Dataset entries
□ □ □ □

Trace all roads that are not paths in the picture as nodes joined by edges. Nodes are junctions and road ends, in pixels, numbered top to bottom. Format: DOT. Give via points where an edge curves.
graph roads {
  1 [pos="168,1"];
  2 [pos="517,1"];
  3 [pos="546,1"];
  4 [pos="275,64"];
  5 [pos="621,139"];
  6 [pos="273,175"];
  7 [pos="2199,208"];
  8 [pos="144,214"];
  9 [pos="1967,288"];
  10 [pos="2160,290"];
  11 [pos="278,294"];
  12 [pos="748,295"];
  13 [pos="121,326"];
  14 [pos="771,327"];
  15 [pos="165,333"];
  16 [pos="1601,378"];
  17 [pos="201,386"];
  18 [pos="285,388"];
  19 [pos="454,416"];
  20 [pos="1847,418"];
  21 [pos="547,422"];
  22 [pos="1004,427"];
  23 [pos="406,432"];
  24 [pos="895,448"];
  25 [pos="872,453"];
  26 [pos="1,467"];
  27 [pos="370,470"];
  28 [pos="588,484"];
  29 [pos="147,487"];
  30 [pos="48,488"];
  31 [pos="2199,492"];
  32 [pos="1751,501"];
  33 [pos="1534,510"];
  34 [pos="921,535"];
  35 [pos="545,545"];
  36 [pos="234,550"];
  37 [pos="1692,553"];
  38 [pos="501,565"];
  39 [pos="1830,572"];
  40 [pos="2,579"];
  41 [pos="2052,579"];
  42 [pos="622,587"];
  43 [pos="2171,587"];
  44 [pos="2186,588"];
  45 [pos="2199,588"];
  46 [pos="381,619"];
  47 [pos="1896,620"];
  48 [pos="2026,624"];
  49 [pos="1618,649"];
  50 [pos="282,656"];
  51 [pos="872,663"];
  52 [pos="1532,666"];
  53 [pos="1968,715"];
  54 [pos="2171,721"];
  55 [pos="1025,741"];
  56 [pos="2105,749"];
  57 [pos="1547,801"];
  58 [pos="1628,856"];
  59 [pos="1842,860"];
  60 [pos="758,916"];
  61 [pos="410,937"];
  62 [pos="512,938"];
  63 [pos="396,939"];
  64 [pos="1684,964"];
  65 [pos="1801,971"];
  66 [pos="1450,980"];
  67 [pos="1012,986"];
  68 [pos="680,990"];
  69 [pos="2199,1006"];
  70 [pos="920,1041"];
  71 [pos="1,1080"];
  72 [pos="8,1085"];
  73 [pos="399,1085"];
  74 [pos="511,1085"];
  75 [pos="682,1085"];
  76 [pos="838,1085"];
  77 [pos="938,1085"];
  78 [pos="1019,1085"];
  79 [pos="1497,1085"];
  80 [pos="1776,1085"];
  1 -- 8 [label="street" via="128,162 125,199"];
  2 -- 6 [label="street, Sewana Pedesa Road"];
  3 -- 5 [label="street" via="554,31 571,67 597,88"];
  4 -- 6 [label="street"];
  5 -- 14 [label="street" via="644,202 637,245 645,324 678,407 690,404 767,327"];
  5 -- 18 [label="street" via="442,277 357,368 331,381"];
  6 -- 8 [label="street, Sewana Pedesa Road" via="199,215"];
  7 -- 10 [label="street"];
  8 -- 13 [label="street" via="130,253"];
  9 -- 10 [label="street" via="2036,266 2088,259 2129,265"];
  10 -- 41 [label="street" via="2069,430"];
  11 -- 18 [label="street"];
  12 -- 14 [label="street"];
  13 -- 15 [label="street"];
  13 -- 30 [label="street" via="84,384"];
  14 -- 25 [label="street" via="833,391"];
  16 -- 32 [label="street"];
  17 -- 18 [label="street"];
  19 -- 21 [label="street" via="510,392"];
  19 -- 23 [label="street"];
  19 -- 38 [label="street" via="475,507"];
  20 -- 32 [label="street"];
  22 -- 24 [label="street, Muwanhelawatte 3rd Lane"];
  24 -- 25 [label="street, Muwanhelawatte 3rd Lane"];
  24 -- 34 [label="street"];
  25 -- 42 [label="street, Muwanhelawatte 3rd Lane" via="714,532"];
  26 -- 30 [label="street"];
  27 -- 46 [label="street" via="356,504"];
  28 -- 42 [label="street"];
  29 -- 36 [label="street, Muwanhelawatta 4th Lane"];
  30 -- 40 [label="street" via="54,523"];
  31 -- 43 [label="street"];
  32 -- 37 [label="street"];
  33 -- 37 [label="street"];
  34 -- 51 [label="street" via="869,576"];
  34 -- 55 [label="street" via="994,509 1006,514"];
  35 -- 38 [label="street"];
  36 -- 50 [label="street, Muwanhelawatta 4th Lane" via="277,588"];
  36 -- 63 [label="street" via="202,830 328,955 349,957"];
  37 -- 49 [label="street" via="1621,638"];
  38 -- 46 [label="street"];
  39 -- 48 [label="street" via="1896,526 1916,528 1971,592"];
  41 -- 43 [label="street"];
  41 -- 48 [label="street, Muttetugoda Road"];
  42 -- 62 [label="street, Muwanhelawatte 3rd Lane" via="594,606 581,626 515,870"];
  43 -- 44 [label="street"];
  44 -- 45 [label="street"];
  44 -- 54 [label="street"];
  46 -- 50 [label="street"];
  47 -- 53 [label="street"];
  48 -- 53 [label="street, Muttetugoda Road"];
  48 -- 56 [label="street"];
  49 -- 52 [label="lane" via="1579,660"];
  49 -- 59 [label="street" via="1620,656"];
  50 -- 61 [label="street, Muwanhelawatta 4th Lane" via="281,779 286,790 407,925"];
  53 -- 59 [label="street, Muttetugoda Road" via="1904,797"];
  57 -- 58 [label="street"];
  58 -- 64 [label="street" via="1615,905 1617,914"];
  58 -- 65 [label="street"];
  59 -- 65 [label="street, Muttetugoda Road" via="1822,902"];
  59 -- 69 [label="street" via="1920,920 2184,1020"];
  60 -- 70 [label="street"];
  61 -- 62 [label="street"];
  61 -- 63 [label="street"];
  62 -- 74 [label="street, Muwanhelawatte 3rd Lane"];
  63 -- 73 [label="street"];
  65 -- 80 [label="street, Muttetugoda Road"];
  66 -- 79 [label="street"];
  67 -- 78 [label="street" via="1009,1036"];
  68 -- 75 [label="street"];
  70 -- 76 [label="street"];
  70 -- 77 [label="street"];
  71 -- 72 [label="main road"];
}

□ □ □ □

INSTRUCTIONS FOR THE TASK: Set down every entry exactly as it appears.

ANSWER BELOW:
Trace all roads that are not paths in the picture as nodes joined by edges. Nodes are junctions and road ends, in pixels, numbered top to bottom. Format: DOT. Give via points where an edge curves.
graph roads {
  1 [pos="168,1"];
  2 [pos="517,1"];
  3 [pos="546,1"];
  4 [pos="275,64"];
  5 [pos="621,139"];
  6 [pos="273,175"];
  7 [pos="2199,208"];
  8 [pos="144,214"];
  9 [pos="1967,288"];
  10 [pos="2160,290"];
  11 [pos="278,294"];
  12 [pos="748,295"];
  13 [pos="121,326"];
  14 [pos="771,327"];
  15 [pos="165,333"];
  16 [pos="1601,378"];
  17 [pos="201,386"];
  18 [pos="285,388"];
  19 [pos="454,416"];
  20 [pos="1847,418"];
  21 [pos="547,422"];
  22 [pos="1004,427"];
  23 [pos="406,432"];
  24 [pos="895,448"];
  25 [pos="872,453"];
  26 [pos="1,467"];
  27 [pos="370,470"];
  28 [pos="588,484"];
  29 [pos="147,487"];
  30 [pos="48,488"];
  31 [pos="2199,492"];
  32 [pos="1751,501"];
  33 [pos="1534,510"];
  34 [pos="921,535"];
  35 [pos="545,545"];
  36 [pos="234,550"];
  37 [pos="1692,553"];
  38 [pos="501,565"];
  39 [pos="1830,572"];
  40 [pos="2,579"];
  41 [pos="2052,579"];
  42 [pos="622,587"];
  43 [pos="2171,587"];
  44 [pos="2186,588"];
  45 [pos="2199,588"];
  46 [pos="381,619"];
  47 [pos="1896,620"];
  48 [pos="2026,624"];
  49 [pos="1618,649"];
  50 [pos="282,656"];
  51 [pos="872,663"];
  52 [pos="1532,666"];
  53 [pos="1968,715"];
  54 [pos="2171,721"];
  55 [pos="1025,741"];
  56 [pos="2105,749"];
  57 [pos="1547,801"];
  58 [pos="1628,856"];
  59 [pos="1842,860"];
  60 [pos="758,916"];
  61 [pos="410,937"];
  62 [pos="512,938"];
  63 [pos="396,939"];
  64 [pos="1684,964"];
  65 [pos="1801,971"];
  66 [pos="1450,980"];
  67 [pos="1012,986"];
  68 [pos="680,990"];
  69 [pos="2199,1006"];
  70 [pos="920,1041"];
  71 [pos="1,1080"];
  72 [pos="8,1085"];
  73 [pos="399,1085"];
  74 [pos="511,1085"];
  75 [pos="682,1085"];
  76 [pos="838,1085"];
  77 [pos="938,1085"];
  78 [pos="1019,1085"];
  79 [pos="1497,1085"];
  80 [pos="1776,1085"];
  1 -- 8 [label="street" via="128,162 125,199"];
  2 -- 6 [label="street, Sewana Pedesa Road"];
  3 -- 5 [label="street" via="554,31 571,67 597,88"];
  4 -- 6 [label="street"];
  5 -- 14 [label="street" via="644,202 637,245 645,324 678,407 690,404 767,327"];
  5 -- 18 [label="street" via="442,277 357,368 331,381"];
  6 -- 8 [label="street, Sewana Pedesa Road" via="199,215"];
  7 -- 10 [label="street"];
  8 -- 13 [label="street" via="130,253"];
  9 -- 10 [label="street" via="2036,266 2088,259 2129,265"];
  10 -- 41 [label="street" via="2069,430"];
  11 -- 18 [label="street"];
  12 -- 14 [label="street"];
  13 -- 15 [label="street"];
  13 -- 30 [label="street" via="84,384"];
  14 -- 25 [label="street" via="833,391"];
  16 -- 32 [label="street"];
  17 -- 18 [label="street"];
  19 -- 21 [label="street" via="510,392"];
  19 -- 23 [label="street"];
  19 -- 38 [label="street" via="475,507"];
  20 -- 32 [label="street"];
  22 -- 24 [label="street, Muwanhelawatte 3rd Lane"];
  24 -- 25 [label="street, Muwanhelawatte 3rd Lane"];
  24 -- 34 [label="street"];
  25 -- 42 [label="street, Muwanhelawatte 3rd Lane" via="714,532"];
  26 -- 30 [label="street"];
  27 -- 46 [label="street" via="356,504"];
  28 -- 42 [label="street"];
  29 -- 36 [label="street, Muwanhelawatta 4th Lane"];
  30 -- 40 [label="street" via="54,523"];
  31 -- 43 [label="street"];
  32 -- 37 [label="street"];
  33 -- 37 [label="street"];
  34 -- 51 [label="street" via="869,576"];
  34 -- 55 [label="street" via="994,509 1006,514"];
  35 -- 38 [label="street"];
  36 -- 50 [label="street, Muwanhelawatta 4th Lane" via="277,588"];
  36 -- 63 [label="street" via="202,830 328,955 349,957"];
  37 -- 49 [label="street" via="1621,638"];
  38 -- 46 [label="street"];
  39 -- 48 [label="street" via="1896,526 1916,528 1971,592"];
  41 -- 43 [label="street"];
  41 -- 48 [label="street, Muttetugoda Road"];
  42 -- 62 [label="street, Muwanhelawatte 3rd Lane" via="594,606 581,626 515,870"];
  43 -- 44 [label="street"];
  44 -- 45 [label="street"];
  44 -- 54 [label="street"];
  46 -- 50 [label="street"];
  47 -- 53 [label="street"];
  48 -- 53 [label="street, Muttetugoda Road"];
  48 -- 56 [label="street"];
  49 -- 52 [label="lane" via="1579,660"];
  49 -- 59 [label="street" via="1620,656"];
  50 -- 61 [label="street, Muwanhelawatta 4th Lane" via="281,779 286,790 407,925"];
  53 -- 59 [label="street, Muttetugoda Road" via="1904,797"];
  57 -- 58 [label="street"];
  58 -- 64 [label="street" via="1615,905 1617,914"];
  58 -- 65 [label="street"];
  59 -- 65 [label="street, Muttetugoda Road" via="1822,902"];
  59 -- 69 [label="street" via="1920,920 2184,1020"];
  60 -- 70 [label="street"];
  61 -- 62 [label="street"];
  61 -- 63 [label="street"];
  62 -- 74 [label="street, Muwanhelawatte 3rd Lane"];
  63 -- 73 [label="street"];
  65 -- 80 [label="street, Muttetugoda Road"];
  66 -- 79 [label="street"];
  67 -- 78 [label="street" via="1009,1036"];
  68 -- 75 [label="street"];
  70 -- 76 [label="street"];
  70 -- 77 [label="street"];
  71 -- 72 [label="main road"];
}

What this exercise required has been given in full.